Supplied records:
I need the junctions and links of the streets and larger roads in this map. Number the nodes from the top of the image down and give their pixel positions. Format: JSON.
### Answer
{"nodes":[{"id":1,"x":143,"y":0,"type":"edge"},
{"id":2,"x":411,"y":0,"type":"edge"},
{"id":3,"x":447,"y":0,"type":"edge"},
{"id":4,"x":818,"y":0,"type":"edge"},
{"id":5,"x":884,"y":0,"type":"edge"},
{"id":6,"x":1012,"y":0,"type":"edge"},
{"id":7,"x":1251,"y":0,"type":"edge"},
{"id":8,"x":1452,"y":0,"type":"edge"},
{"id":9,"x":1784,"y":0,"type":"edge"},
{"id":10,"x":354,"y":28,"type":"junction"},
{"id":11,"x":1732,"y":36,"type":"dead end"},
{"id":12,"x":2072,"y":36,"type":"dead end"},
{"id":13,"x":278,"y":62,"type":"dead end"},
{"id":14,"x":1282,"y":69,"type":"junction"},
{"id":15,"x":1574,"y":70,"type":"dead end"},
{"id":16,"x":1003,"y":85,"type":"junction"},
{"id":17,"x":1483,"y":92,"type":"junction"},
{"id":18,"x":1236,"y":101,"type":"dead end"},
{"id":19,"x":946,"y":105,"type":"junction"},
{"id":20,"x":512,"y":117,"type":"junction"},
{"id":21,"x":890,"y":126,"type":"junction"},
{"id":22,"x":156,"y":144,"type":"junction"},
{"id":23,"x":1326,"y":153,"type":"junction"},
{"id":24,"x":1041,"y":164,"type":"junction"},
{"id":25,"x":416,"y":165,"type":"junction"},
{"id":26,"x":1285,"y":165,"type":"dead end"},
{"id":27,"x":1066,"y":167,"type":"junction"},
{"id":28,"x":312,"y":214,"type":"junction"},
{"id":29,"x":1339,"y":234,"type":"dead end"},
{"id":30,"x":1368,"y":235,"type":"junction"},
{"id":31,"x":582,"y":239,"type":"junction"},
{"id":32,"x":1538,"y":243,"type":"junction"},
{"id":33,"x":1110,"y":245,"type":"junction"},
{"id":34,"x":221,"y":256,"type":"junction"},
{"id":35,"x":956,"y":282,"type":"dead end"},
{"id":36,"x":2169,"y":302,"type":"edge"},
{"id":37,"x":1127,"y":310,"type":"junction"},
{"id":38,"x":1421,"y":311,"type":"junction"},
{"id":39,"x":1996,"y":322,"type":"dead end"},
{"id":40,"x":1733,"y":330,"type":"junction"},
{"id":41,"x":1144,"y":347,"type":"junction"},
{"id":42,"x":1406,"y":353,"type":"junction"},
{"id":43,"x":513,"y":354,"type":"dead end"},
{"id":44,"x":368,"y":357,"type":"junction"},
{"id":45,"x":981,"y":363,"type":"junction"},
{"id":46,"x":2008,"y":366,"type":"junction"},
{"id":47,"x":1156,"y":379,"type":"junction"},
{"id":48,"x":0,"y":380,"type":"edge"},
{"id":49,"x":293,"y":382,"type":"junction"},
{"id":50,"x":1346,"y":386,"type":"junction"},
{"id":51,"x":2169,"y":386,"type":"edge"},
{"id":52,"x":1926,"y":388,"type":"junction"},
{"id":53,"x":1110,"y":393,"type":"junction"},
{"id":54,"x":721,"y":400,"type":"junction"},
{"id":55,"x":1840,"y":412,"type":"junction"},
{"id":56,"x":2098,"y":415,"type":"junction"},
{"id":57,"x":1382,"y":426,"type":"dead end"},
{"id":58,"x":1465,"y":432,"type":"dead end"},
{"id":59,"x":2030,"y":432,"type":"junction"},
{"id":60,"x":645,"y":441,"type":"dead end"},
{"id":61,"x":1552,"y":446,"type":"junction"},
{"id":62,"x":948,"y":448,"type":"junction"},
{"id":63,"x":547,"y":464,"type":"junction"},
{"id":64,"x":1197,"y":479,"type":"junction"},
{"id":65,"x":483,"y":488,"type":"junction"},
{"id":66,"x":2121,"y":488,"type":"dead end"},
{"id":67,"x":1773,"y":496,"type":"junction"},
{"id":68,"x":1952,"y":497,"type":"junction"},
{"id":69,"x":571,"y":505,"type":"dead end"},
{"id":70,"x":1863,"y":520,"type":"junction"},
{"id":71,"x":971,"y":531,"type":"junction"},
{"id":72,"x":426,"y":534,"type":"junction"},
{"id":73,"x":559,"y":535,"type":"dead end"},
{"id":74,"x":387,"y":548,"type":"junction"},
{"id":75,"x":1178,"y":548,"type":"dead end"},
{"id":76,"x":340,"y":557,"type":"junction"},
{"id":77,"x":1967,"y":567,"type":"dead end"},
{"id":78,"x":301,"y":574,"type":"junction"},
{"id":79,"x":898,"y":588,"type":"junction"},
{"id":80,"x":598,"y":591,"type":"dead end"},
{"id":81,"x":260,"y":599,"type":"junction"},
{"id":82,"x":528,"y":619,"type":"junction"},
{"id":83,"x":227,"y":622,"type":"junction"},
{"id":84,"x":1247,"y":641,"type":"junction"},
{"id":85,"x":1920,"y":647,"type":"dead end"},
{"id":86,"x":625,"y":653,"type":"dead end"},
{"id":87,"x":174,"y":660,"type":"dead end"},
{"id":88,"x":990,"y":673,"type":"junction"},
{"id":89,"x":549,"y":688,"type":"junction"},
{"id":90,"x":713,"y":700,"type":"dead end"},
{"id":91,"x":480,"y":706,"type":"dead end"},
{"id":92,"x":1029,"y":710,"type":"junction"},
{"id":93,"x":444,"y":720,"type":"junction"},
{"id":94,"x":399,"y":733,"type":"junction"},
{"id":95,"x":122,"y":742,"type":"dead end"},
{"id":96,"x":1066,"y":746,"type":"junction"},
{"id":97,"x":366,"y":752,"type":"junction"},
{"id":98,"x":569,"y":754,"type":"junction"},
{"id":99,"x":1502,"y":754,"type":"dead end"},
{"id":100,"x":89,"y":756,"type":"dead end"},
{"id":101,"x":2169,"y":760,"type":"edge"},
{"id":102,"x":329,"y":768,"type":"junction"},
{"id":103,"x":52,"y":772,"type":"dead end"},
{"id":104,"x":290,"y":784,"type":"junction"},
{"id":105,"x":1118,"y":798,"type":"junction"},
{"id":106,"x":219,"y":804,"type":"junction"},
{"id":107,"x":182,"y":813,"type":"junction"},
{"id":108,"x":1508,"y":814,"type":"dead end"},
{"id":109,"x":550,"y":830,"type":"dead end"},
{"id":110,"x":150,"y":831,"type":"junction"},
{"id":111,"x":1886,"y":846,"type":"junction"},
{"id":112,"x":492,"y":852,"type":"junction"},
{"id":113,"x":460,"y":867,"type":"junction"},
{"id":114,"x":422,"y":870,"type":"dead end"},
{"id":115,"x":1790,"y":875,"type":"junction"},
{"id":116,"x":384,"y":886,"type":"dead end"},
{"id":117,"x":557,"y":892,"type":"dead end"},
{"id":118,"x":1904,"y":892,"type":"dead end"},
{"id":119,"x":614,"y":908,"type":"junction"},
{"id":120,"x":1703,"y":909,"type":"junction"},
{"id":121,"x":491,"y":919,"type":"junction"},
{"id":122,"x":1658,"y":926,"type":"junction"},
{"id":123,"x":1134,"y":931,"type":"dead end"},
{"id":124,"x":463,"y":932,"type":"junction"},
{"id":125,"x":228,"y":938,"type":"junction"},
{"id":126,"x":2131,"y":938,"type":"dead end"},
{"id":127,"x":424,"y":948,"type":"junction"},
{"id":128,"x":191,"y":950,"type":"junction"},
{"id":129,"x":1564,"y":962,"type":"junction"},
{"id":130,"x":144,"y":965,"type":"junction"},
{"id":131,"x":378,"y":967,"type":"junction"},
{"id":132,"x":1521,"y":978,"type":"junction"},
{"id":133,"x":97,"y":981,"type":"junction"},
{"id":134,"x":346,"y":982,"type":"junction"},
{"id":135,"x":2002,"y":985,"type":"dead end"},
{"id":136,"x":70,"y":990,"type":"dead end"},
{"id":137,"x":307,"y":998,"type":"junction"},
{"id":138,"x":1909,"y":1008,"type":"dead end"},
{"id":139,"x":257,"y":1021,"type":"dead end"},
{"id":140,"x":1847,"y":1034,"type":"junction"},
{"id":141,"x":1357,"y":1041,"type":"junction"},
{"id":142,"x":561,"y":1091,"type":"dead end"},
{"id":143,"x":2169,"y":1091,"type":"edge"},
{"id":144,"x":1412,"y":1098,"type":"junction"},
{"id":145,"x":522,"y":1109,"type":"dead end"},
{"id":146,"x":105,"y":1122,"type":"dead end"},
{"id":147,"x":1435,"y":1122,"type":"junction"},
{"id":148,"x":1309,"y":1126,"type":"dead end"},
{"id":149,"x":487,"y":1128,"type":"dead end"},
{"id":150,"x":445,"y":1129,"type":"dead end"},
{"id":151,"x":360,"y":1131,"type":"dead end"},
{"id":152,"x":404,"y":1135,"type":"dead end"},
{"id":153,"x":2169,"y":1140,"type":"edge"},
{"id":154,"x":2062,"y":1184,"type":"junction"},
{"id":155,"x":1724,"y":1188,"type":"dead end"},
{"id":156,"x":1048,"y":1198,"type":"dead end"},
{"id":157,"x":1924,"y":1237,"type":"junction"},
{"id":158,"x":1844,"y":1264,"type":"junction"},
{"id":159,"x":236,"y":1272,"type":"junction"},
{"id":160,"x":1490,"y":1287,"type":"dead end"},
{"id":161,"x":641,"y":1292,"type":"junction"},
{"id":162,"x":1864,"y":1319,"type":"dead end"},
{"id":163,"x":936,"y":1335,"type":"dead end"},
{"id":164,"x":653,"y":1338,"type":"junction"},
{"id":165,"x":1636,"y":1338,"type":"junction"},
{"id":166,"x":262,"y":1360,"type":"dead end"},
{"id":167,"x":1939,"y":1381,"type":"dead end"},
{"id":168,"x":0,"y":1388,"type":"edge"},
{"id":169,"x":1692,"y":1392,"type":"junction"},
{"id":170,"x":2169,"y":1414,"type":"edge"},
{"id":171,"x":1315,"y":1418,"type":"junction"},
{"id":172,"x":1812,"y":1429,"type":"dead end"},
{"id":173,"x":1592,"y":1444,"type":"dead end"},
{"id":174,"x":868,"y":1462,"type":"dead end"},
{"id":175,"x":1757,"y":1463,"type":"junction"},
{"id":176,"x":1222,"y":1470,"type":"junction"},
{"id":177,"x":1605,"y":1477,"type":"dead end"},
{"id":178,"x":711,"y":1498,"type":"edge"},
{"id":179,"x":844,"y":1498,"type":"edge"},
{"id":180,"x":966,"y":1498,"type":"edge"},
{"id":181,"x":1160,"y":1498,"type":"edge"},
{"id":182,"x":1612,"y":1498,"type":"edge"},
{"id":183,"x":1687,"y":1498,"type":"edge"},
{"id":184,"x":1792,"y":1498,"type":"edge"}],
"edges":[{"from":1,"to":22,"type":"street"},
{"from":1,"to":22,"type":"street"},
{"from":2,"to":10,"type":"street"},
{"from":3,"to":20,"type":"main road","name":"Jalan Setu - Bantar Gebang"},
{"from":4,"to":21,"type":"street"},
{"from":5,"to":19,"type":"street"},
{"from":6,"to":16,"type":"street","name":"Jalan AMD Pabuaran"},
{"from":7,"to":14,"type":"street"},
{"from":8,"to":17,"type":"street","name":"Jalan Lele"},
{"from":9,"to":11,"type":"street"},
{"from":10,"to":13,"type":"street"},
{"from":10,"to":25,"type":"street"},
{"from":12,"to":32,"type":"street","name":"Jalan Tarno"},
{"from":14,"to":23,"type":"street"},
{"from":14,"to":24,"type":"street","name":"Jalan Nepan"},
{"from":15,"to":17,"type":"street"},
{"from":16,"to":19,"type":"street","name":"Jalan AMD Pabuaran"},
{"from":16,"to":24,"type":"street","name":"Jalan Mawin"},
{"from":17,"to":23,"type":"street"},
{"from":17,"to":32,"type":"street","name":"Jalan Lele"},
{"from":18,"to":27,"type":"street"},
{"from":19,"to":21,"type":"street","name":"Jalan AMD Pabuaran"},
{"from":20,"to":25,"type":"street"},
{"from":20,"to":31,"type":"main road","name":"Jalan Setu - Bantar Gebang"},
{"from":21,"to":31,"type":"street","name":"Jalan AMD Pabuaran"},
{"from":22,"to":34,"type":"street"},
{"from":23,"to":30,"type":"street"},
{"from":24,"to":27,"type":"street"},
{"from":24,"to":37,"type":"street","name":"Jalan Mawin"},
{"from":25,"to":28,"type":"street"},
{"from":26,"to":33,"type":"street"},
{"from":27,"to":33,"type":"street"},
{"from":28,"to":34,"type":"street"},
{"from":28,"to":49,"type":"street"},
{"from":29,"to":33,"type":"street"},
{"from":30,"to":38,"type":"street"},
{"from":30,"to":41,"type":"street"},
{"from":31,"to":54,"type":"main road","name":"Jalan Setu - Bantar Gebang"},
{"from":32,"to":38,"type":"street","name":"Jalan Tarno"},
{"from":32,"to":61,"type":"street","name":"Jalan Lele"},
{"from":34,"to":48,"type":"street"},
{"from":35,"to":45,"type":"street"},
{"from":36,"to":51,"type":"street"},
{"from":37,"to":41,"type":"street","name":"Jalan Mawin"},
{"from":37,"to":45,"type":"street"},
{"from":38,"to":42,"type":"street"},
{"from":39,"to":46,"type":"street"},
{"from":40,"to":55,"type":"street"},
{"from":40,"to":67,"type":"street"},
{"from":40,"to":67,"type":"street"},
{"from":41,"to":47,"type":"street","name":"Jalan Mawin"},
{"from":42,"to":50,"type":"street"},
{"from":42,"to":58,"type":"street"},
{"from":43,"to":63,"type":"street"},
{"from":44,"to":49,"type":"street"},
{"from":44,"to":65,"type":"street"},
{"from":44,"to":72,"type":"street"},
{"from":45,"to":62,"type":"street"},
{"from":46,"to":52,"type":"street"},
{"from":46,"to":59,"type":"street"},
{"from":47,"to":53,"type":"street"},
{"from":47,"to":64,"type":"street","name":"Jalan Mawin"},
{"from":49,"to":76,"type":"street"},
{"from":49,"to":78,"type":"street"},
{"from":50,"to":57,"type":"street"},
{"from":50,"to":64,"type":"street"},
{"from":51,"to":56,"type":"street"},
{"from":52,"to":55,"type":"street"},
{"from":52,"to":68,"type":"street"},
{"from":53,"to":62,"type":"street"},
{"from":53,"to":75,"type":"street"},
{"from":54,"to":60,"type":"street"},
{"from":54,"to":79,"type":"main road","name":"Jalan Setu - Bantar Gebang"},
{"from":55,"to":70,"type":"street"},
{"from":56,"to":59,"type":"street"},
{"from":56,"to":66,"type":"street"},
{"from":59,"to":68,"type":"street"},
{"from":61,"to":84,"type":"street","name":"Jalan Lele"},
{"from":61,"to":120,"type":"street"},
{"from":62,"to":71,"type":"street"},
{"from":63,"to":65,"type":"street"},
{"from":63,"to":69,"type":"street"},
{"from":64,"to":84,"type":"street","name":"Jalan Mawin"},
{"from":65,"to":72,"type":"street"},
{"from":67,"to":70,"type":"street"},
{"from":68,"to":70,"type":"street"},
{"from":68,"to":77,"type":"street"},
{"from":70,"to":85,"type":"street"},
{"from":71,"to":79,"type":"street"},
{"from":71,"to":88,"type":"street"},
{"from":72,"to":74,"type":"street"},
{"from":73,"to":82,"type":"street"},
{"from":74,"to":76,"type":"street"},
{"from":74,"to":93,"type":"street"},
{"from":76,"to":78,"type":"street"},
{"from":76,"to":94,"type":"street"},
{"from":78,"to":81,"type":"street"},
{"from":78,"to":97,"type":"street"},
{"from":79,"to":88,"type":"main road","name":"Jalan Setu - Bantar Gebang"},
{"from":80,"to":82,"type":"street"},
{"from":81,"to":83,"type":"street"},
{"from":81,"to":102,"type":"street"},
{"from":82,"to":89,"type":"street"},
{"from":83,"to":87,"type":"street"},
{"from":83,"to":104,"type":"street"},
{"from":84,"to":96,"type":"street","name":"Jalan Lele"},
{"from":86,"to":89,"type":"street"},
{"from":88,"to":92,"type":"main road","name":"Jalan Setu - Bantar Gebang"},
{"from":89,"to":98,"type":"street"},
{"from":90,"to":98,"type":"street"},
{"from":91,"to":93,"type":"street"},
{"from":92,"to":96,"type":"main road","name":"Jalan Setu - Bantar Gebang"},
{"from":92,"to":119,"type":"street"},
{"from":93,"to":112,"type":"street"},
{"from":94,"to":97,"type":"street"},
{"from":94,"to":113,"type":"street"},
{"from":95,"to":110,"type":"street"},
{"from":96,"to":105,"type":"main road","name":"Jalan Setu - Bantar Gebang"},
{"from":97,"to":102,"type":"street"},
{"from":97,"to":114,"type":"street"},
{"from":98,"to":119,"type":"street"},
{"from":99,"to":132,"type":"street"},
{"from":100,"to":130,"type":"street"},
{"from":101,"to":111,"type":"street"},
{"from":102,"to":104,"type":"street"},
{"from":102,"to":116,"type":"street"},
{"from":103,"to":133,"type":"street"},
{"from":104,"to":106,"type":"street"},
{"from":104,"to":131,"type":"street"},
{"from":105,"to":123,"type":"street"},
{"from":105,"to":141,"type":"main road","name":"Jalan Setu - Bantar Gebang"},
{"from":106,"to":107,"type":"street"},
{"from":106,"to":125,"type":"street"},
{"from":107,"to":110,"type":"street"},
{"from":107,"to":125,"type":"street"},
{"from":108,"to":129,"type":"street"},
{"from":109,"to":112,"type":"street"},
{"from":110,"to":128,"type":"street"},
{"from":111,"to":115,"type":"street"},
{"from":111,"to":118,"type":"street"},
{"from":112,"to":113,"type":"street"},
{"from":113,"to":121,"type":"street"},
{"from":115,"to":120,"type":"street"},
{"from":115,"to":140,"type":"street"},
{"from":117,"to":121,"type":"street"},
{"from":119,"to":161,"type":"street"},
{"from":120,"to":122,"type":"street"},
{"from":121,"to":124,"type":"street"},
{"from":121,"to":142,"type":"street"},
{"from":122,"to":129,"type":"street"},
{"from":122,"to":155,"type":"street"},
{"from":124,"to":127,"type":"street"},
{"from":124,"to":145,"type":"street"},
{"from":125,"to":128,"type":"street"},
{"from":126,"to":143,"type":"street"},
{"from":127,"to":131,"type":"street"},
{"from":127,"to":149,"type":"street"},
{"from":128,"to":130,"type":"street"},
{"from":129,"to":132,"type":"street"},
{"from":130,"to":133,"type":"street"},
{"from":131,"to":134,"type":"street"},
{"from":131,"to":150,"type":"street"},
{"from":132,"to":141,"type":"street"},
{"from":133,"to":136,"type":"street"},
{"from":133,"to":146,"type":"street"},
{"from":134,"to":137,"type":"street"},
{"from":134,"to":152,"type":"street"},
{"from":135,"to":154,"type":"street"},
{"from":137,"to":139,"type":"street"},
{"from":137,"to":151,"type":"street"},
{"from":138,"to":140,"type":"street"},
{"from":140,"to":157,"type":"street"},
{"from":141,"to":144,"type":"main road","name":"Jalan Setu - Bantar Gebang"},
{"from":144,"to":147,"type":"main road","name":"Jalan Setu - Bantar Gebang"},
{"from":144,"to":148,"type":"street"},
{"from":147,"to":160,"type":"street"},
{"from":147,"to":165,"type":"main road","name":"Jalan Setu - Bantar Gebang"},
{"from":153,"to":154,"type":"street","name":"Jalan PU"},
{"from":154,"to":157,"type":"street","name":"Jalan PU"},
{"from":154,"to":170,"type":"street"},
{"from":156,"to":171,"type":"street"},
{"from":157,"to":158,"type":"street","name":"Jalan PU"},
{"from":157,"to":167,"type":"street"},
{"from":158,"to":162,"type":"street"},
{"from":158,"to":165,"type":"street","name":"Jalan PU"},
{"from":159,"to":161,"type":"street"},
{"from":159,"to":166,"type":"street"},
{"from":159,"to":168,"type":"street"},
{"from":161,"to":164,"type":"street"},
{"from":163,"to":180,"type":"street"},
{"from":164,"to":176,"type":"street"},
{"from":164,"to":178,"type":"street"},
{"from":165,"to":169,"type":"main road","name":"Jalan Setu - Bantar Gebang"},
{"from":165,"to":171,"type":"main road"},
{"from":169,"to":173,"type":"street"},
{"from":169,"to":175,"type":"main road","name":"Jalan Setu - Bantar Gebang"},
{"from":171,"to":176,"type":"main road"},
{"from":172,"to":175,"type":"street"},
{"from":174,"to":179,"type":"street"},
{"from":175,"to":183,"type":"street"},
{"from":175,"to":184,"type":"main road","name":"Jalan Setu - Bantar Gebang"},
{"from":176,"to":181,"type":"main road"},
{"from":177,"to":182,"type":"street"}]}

What you should do: Show every line of the data that includes the string "Pabuaran".

Response area:
{"from":6,"to":16,"type":"street","name":"Jalan AMD Pabuaran"},
{"from":16,"to":19,"type":"street","name":"Jalan AMD Pabuaran"},
{"from":19,"to":21,"type":"street","name":"Jalan AMD Pabuaran"},
{"from":21,"to":31,"type":"street","name":"Jalan AMD Pabuaran"},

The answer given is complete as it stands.